This review was originally posted on News Cult in September 2017.

Starring: Ben Stiller, Austin Abrams, Jenna Fischer, Michael Sheen, Shazi Raja, Jemaine Clement, Luke Wilson

Director: Mike White

Running Time: 101 Minutes

Rating: R for A Few Disconcertingly Random F-Bombs

Release Date: September 15, 2017 (Limited)

Generally when writing a review, I avoid discussing issues of representation. That is not to say that that topic should not be avoided entirely, just that a review is not the ideal place for it. I believe that all stories are worth telling and need to be accepted on their own terms to truly understand them. But occasionally, representation is a focal theme in the stories that make it to the big screen, and in those cases, it would be imprudent to ignore it. Brad’s Status is one such movie.
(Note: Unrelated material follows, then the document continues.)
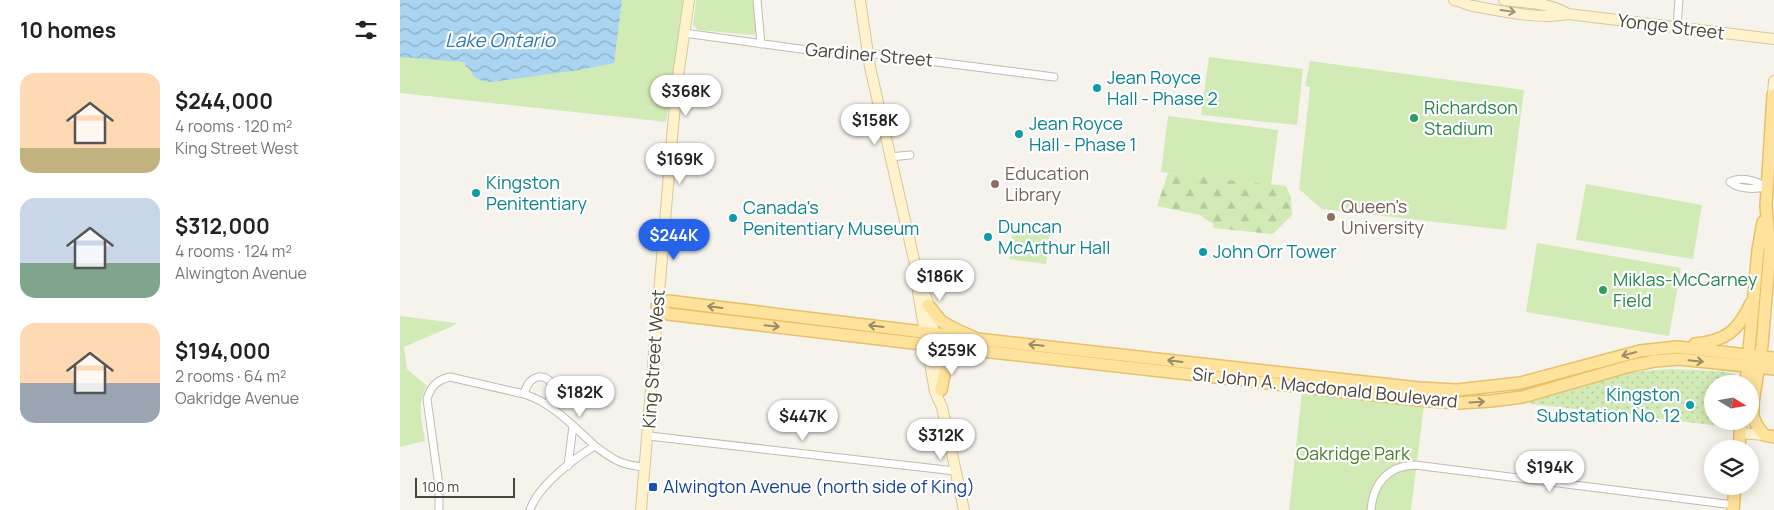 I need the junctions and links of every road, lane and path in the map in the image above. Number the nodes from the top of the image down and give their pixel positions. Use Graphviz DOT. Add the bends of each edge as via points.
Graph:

In the most compelling possible interpretation, Brad’s Status is a horror film about extreme middle class neurosis. The score is filled with foreboding strings and heavy piano that contrast but also simultaneously complement the reliably blue skies. Brad Sloan’s (Ben Stiller) life probably should not be as intensely overwhelming as it is, but the status-conscious brain is a universe unto itself.

Brad’s existential crisis coincides with a college tour for his son Troy (Austin Abrams), who is smart enough to potentially get into Harvard but is uncertain enough about his future such that he doesn’t remember the correct date for his admissions interview. Staying on top of your kids during the college search is stressful enough, but on top of all that, Brad is deeply burdened by questions of how his success measures up with the rest of the world. When he thinks of his own college buddies he has lost touch with, he inevitably frets over how they have all exceeded him in terms of material wealth and influence. He remembers his own young adult idealism, and how his plans to change the world have not really borne fruit, even though he now runs his own nonprofit.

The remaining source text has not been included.